Exercise instructions: Show the lines below that contain the string "Sunay".

● ● ● ● ● ● ●

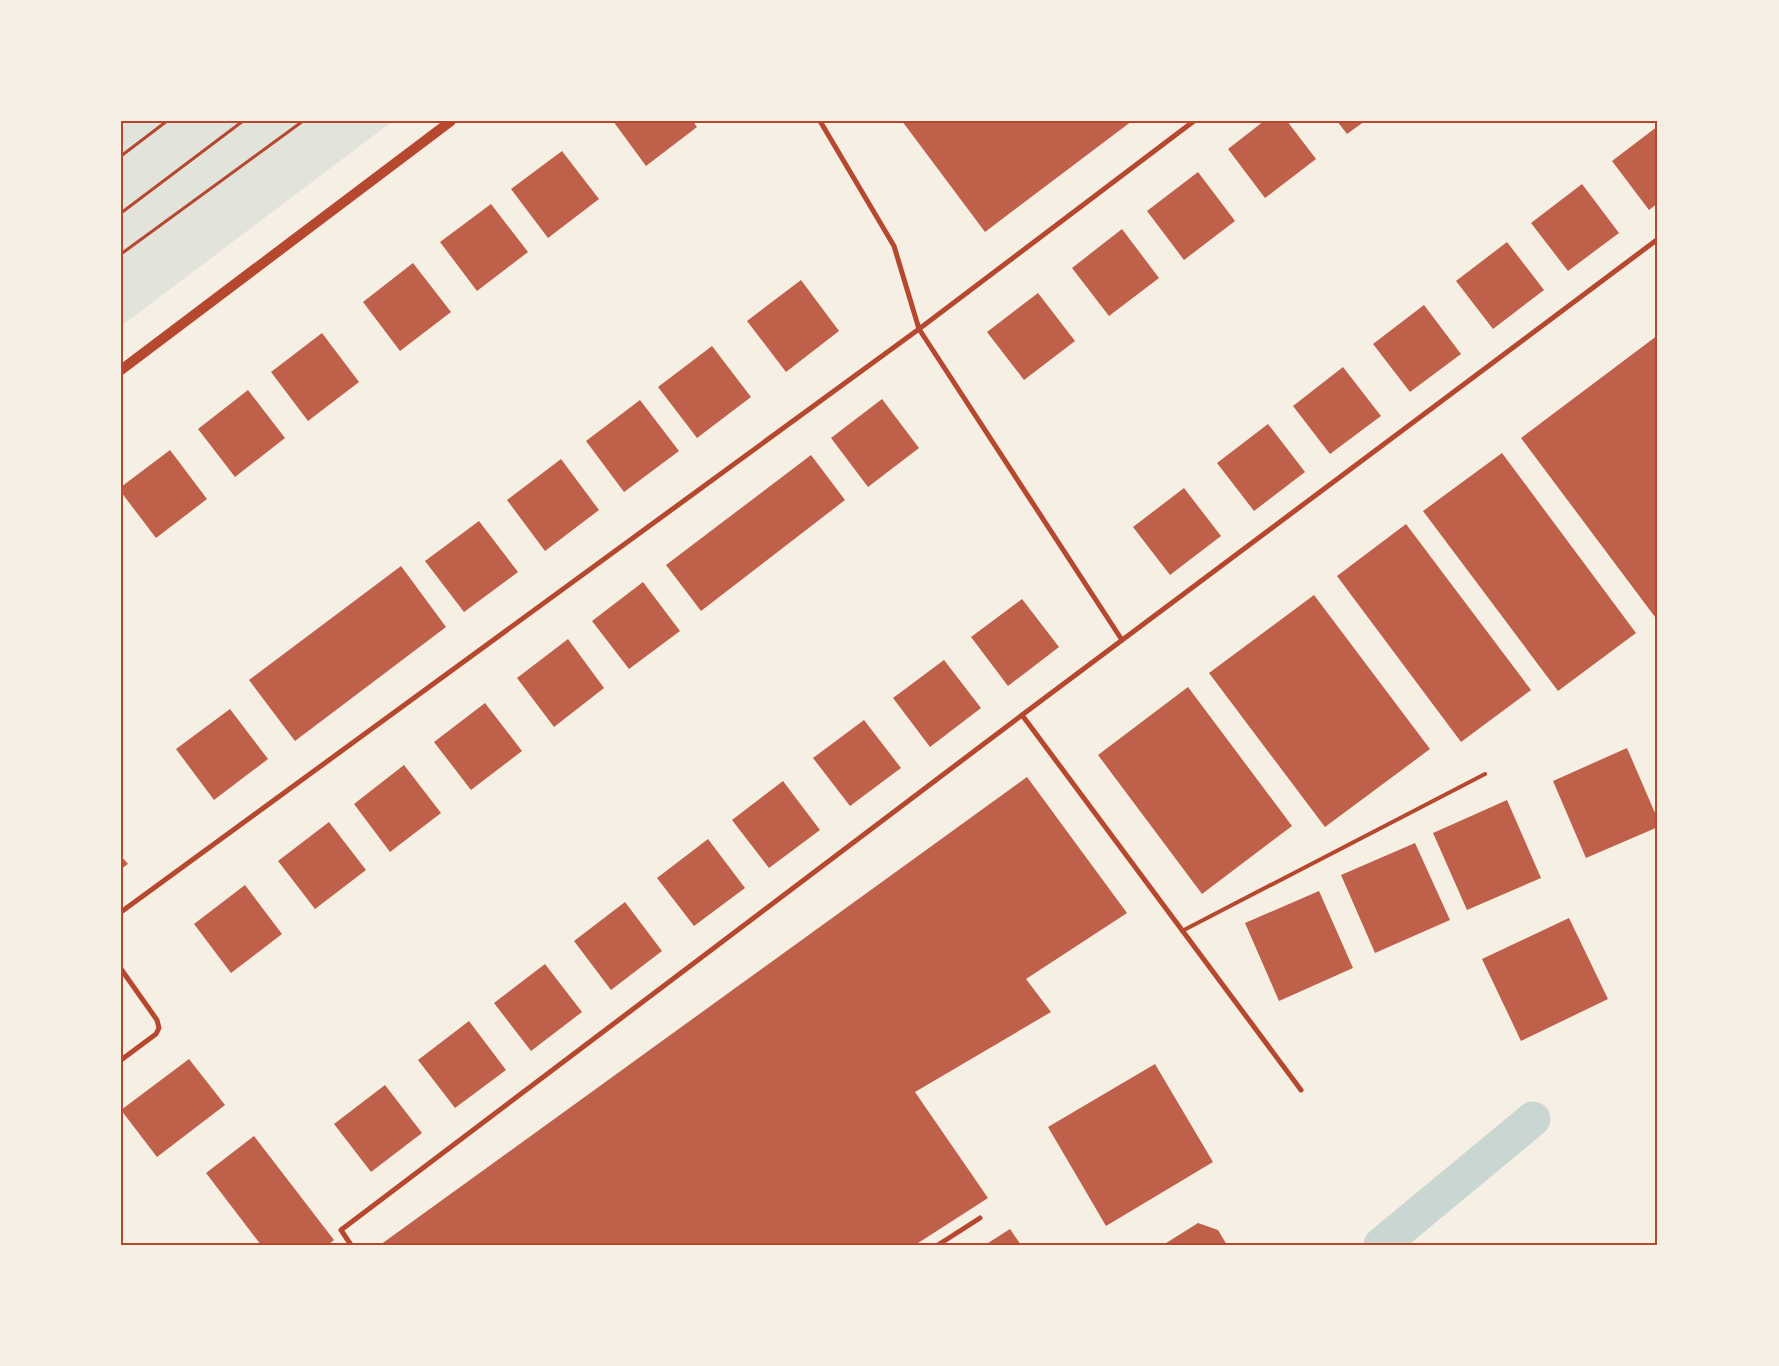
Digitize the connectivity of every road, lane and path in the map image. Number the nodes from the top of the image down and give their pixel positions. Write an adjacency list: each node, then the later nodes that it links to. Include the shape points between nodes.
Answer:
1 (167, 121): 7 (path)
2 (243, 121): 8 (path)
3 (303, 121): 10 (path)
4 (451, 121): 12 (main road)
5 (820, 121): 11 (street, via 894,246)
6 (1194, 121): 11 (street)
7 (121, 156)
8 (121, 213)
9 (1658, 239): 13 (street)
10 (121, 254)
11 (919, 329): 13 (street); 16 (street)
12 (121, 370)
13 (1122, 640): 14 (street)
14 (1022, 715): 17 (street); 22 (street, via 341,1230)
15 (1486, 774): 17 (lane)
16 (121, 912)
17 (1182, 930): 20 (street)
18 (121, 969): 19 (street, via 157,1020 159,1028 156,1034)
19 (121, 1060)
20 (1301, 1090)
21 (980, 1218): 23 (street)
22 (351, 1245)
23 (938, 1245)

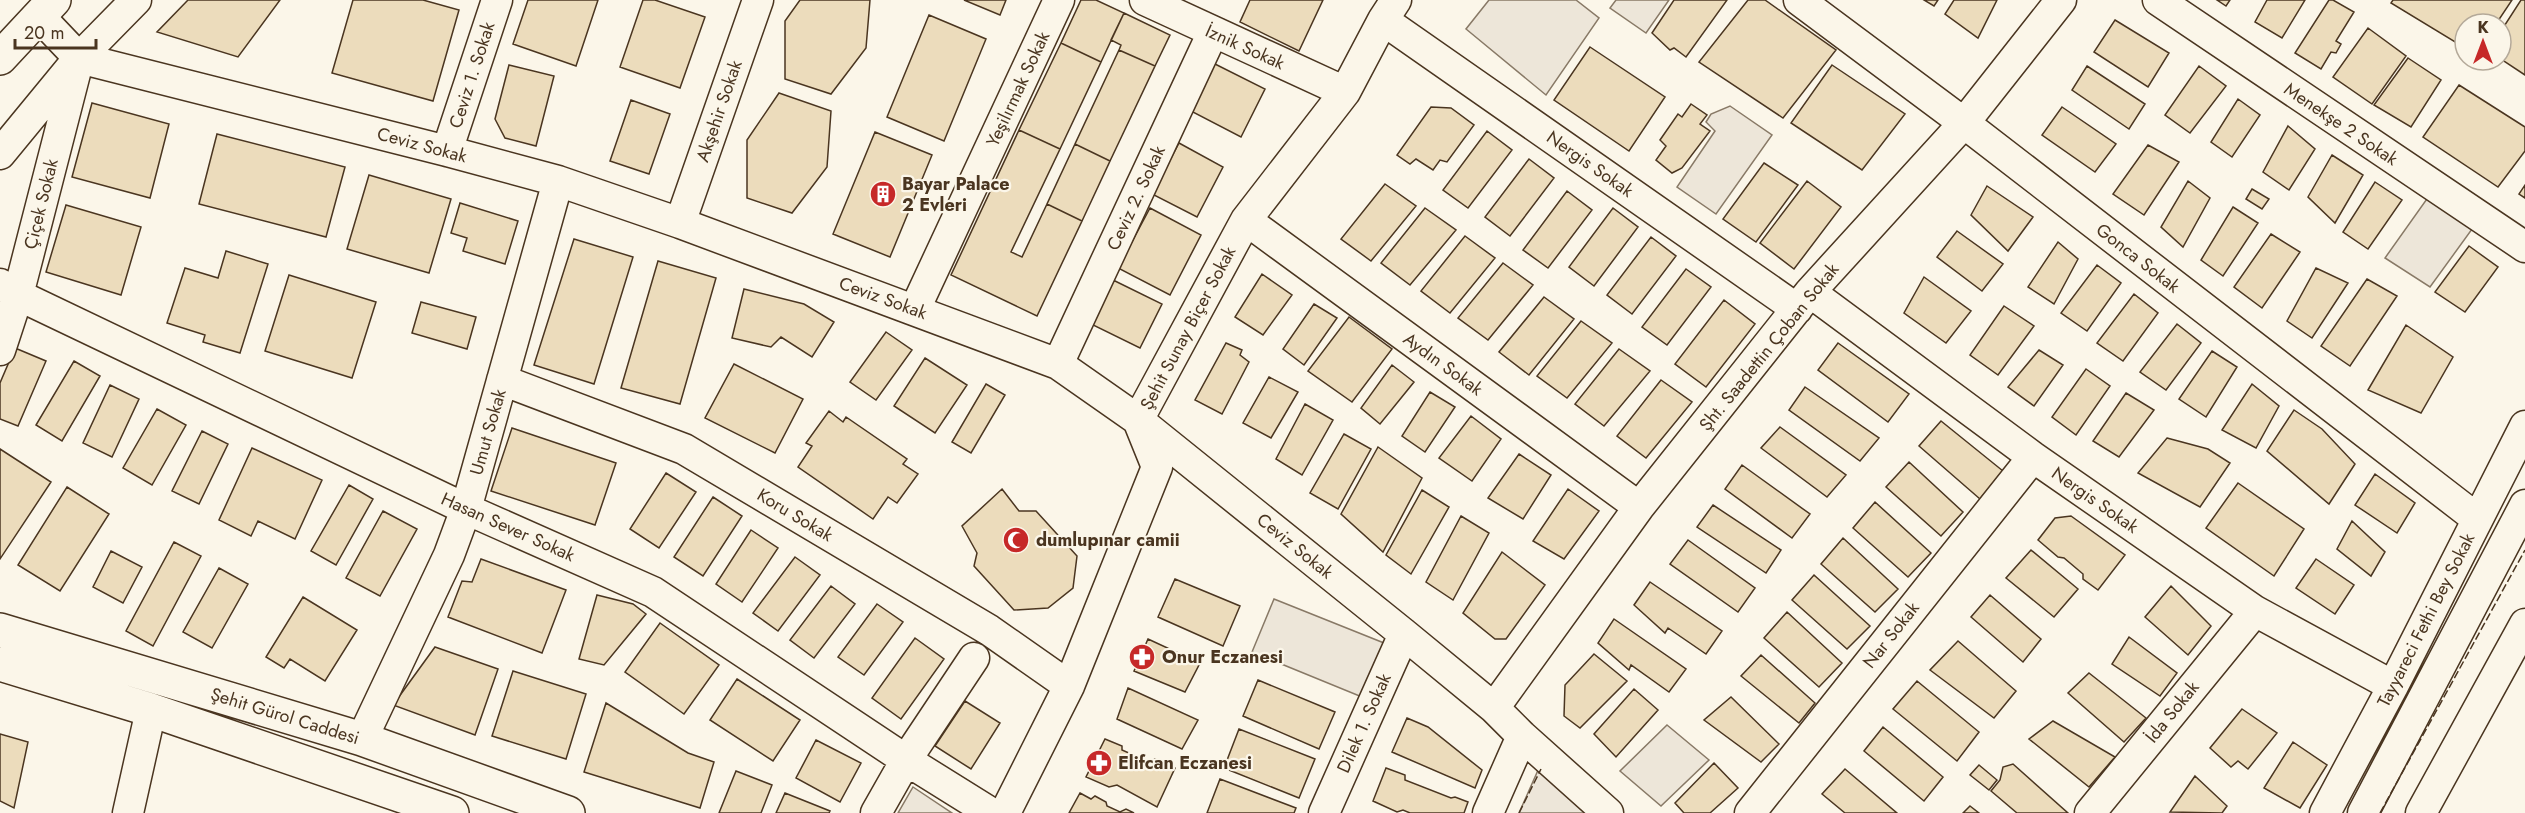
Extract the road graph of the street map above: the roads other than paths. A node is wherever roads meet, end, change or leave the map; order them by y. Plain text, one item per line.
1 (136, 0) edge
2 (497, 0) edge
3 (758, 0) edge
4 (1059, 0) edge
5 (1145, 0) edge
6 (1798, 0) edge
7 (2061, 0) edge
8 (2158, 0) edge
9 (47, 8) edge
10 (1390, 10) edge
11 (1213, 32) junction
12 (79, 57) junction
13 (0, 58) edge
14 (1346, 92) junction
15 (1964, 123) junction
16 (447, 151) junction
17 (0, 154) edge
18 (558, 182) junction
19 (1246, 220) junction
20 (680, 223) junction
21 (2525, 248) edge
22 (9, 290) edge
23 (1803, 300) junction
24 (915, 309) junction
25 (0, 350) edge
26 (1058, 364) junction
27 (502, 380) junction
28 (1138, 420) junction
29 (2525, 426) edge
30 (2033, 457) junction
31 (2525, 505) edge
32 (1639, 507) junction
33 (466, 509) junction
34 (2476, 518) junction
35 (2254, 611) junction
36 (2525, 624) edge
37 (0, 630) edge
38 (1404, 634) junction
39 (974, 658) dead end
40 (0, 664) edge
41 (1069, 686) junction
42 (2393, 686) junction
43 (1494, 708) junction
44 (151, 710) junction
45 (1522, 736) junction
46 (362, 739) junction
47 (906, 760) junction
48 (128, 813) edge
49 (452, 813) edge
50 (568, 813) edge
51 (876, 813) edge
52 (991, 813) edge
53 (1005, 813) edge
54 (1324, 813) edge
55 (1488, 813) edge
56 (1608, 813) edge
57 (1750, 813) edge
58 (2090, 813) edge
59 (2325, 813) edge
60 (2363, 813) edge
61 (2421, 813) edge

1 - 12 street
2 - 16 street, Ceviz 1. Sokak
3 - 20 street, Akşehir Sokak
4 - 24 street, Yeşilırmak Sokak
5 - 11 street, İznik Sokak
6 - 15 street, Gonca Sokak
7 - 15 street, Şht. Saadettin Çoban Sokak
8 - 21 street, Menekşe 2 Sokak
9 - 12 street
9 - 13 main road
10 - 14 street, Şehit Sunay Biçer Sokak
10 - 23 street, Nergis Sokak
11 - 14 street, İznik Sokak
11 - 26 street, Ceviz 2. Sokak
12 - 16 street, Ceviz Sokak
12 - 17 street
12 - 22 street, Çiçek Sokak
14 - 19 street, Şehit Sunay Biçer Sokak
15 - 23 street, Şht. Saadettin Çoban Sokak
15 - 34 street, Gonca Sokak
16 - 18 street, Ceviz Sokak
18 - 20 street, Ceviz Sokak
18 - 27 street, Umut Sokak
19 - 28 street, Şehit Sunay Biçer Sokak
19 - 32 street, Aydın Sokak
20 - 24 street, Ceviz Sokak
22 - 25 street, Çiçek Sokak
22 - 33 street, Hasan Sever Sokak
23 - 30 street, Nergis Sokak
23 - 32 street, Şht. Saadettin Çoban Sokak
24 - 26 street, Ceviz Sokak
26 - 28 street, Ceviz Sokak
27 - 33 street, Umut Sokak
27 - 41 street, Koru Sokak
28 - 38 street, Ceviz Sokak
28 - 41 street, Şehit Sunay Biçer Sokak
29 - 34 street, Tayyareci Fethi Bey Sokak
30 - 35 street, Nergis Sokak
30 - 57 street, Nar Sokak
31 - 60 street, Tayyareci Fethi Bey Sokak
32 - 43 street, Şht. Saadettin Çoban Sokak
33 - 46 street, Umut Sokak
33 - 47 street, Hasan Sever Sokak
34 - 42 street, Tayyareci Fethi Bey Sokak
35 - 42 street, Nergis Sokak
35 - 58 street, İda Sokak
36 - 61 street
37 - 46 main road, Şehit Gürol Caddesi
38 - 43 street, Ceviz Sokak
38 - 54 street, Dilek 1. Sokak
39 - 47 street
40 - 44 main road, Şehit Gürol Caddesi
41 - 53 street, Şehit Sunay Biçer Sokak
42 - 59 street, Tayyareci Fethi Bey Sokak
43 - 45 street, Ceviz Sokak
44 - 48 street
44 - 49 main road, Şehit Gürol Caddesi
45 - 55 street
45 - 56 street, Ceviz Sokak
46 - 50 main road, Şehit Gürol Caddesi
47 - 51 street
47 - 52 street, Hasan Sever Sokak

● ● ● ● ● ● ●

Answer for this exercise:
10 - 14 street, Şehit Sunay Biçer Sokak
14 - 19 street, Şehit Sunay Biçer Sokak
19 - 28 street, Şehit Sunay Biçer Sokak
28 - 41 street, Şehit Sunay Biçer Sokak
41 - 53 street, Şehit Sunay Biçer Sokak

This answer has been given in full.